MySQL vs PostgreSQL (was "RE: MySQL install from source??")

Christopher Murtagh yellowdog-general@lists.terrasoftsolutions.com
Wed Apr 3 06:27:01 2002


On Wed, 3 Apr 2002, mike cullerton wrote:
>most people don't need atomicity or rollback. they want to produce web
>pages.

 This is a meaningless statement, equivalent to saying 'most people don't
need stable operating systems, they just want to use their computers'.

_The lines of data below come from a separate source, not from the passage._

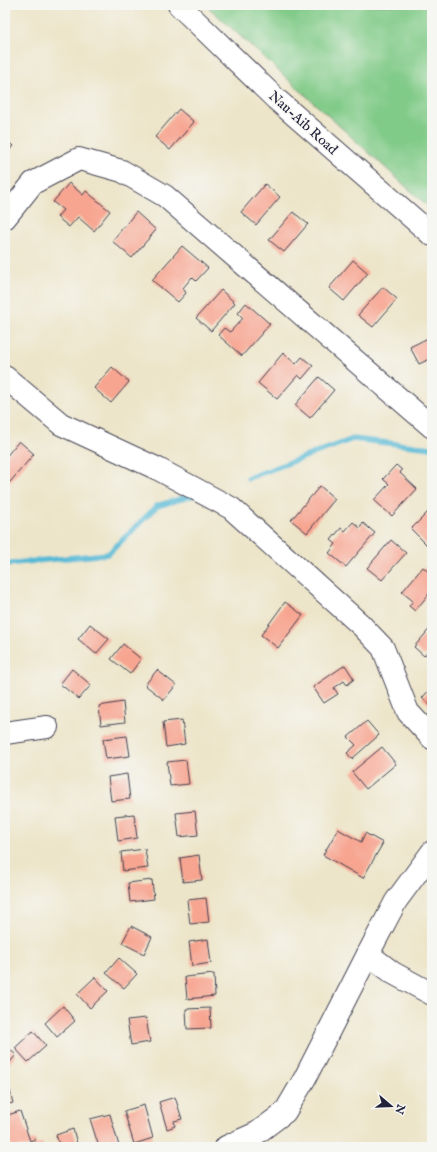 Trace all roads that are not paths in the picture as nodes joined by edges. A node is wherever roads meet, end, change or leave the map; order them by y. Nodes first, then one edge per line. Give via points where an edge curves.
1 (179, 5) edge
2 (5, 218) edge
3 (432, 236) edge
4 (5, 377) edge
5 (432, 427) edge
6 (47, 727) dead end
7 (5, 734) edge
8 (432, 738) edge
9 (432, 852) edge
10 (368, 954) junction
11 (432, 994) edge
12 (226, 1147) edge

1 - 3 street, Nau-Aib Road via 276,99
2 - 5 street via 33,183 79,159 122,171 166,196
4 - 8 street via 61,424 158,469 231,508 362,625 383,648 408,712
6 - 7 street
9 - 10 street via 396,901
10 - 11 street via 393,973
10 - 12 street via 285,1112 257,1133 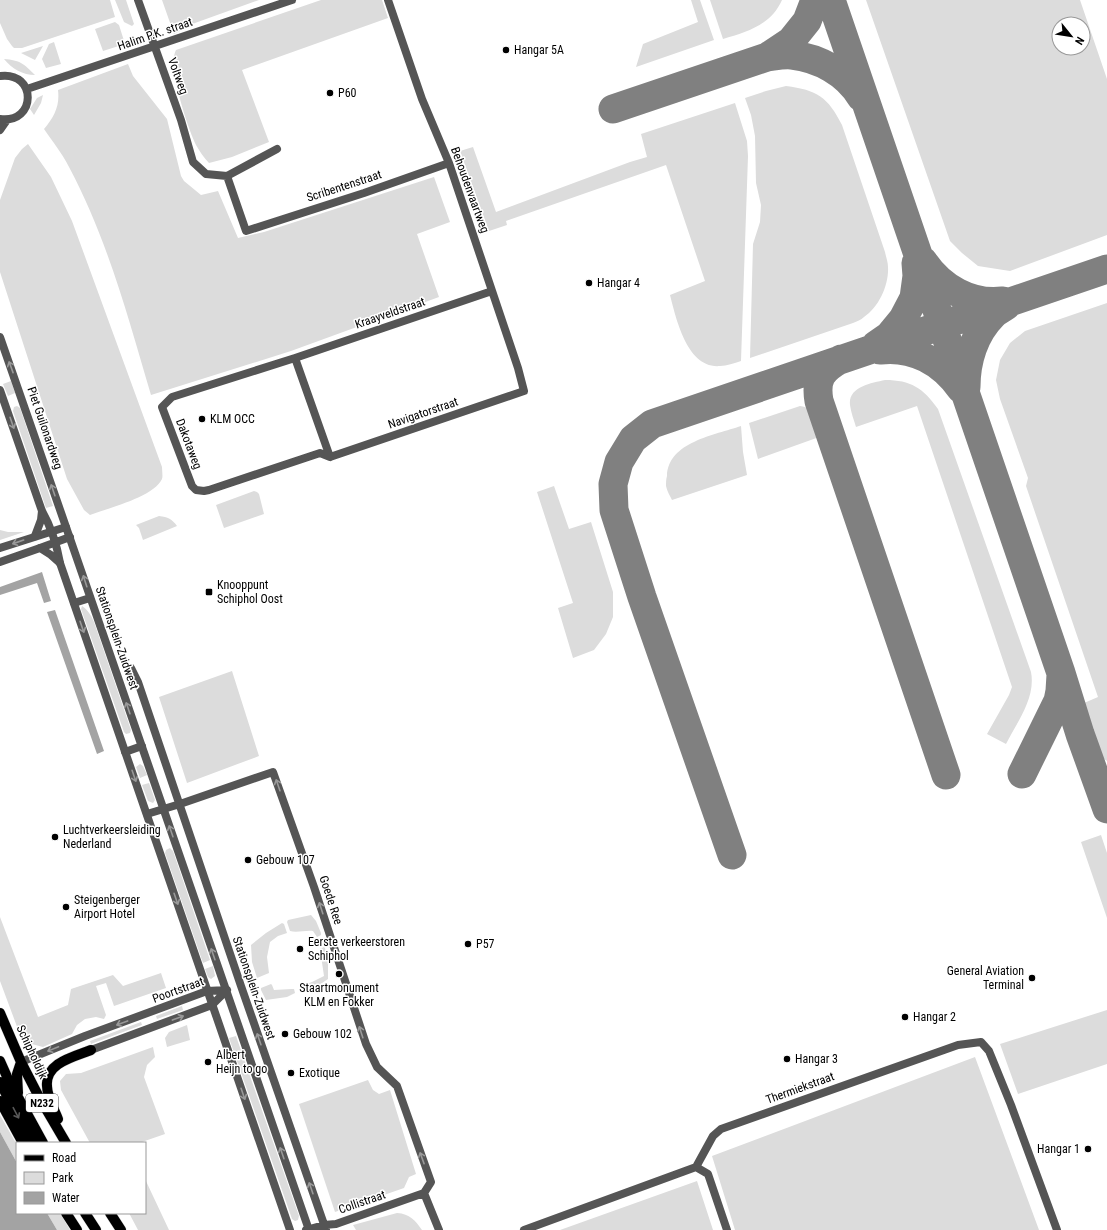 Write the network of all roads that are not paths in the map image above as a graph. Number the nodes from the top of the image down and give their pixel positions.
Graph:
1 (138, 0) edge
2 (292, 0) edge
3 (388, 0) edge
4 (154, 46) junction
5 (0, 76) edge
6 (27, 89) junction
7 (4, 119) edge
8 (0, 130) edge
9 (277, 149) dead end
10 (449, 163) junction
11 (227, 176) junction
12 (492, 291) junction
13 (0, 337) edge
14 (295, 358) junction
15 (0, 390) edge
16 (524, 391) joint
17 (330, 457) junction
18 (42, 511) junction
19 (66, 527) junction
20 (51, 531) junction
21 (35, 536) junction
22 (70, 537) junction
23 (55, 543) junction
24 (0, 548) edge
25 (40, 548) junction
26 (0, 562) edge
27 (60, 563) junction
28 (90, 598) junction
29 (74, 603) junction
30 (131, 668) dead end
31 (142, 746) junction
32 (125, 752) junction
33 (180, 804) junction
34 (164, 810) junction
35 (147, 814) junction
36 (226, 990) junction
37 (208, 991) junction
38 (212, 1005) junction
39 (0, 1013) edge
40 (91, 1050) joint
41 (0, 1061) edge
42 (21, 1062) junction
43 (0, 1082) edge
44 (0, 1101) edge
45 (20, 1102) junction
46 (22, 1142) edge
47 (33, 1142) edge
48 (42, 1142) edge
49 (66, 1142) edge
50 (67, 1142) edge
51 (696, 1167) junction
52 (424, 1193) junction
53 (67, 1214) edge
54 (86, 1214) edge
55 (111, 1214) edge
56 (325, 1227) edge
57 (77, 1230) edge
58 (96, 1230) edge
59 (121, 1230) edge
60 (290, 1230) edge
61 (308, 1230) edge
62 (439, 1230) edge
63 (524, 1230) edge
64 (727, 1230) edge
65 (1057, 1230) edge

1 - 4 street, Voltweg
2 - 4 street, Halim P.K. straat
3 - 10 street, Behoudenvaartweg
4 - 6 street, Halim P.K. straat
4 - 11 street, Voltweg
5 - 6 street
6 - 7 street
7 - 8 street
9 - 11 street
10 - 11 street, Scribentenstraat
10 - 12 street, Behoudenvaartweg
12 - 14 street, Kraayveldstraat
12 - 16 street, Behoudenvaartweg
19 -> 13 street, Piet Guilonardweg
14 - 17 street
14 - 17 street, Dakotaweg
15 -> 18 street
16 - 17 street, Navigatorstraat
18 - 20 street
18 - 21 street
19 - 20 street
19 - 22 street, Piet Guilonardweg
20 - 21 street
20 - 23 street
21 -> 24 street
22 - 23 street
28 -> 22 street, Stationsplein-Zuidwest
23 - 25 street
23 - 27 street
25 - 26 street
25 - 27 street
27 - 29 street
28 - 29 street
31 -> 28 street, Stationsplein-Zuidwest
29 -> 32 street
30 - 33 street, Stationsplein-Zuidwest
31 - 32 street
31 - 34 street, Stationsplein-Zuidwest
32 -> 35 street
33 - 34 street
52 -> 33 street, Goede Ree
56 -> 33 street, Stationsplein-Zuidwest
34 - 35 street
36 -> 34 street, Stationsplein-Zuidwest
35 -> 37 street
36 - 37 street, Poortstraat
36 - 38 street, Poortstraat
61 -> 36 street, Stationsplein-Zuidwest
37 - 38 street
37 -> 42 street, Poortstraat
40 -> 38 street, Poortstraat
38 -> 60 street
39 - 42 main road, Schipholdijk / N232
40 - 50 main road
41 - 45 main road, N232
42 - 45 main road
42 - 49 main road, Schipholdijk / N232
43 -> 47 main road, N232
44 - 46 main road, N232
45 - 48 main road, N232
51 - 63 street
51 - 64 street
51 - 65 street, Thermiekstraat
52 - 56 street, Collistraat
52 - 62 street
53 - 57 main road
54 - 58 main road
55 - 59 main road
56 - 61 street, Collistraat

 For many people, the features in Postgres are not needed, and in this
case using MySQL makes sense. For instance, if all you are doing is
spewing out read only data from your database, then atomicity and
transactions are obviously not necessary. However, many people these days
are doing a lot more than that with their web sites. If you want to base
your content on user inputted data, then MySQL is more limiting that's all.

>all my sites use mysql. some peppered all day with hundreds of thousands
>of records being replicated over 4 machines. no problems.  many of the
>queries join multiple tables together without any slowness. (btw,
>postgres can't do replication)

 I would tend to think that most people would need atomicity before
replication, again, unless they are doing read-only data.

>mysql rocks.

 Yes it is very good at what it does. However, it isn't in the same class
with Oracle or PostgreSQL, this is why I said they were hard to compare.
FileMaker is really nice too, but I wouldn't want to run a server with it.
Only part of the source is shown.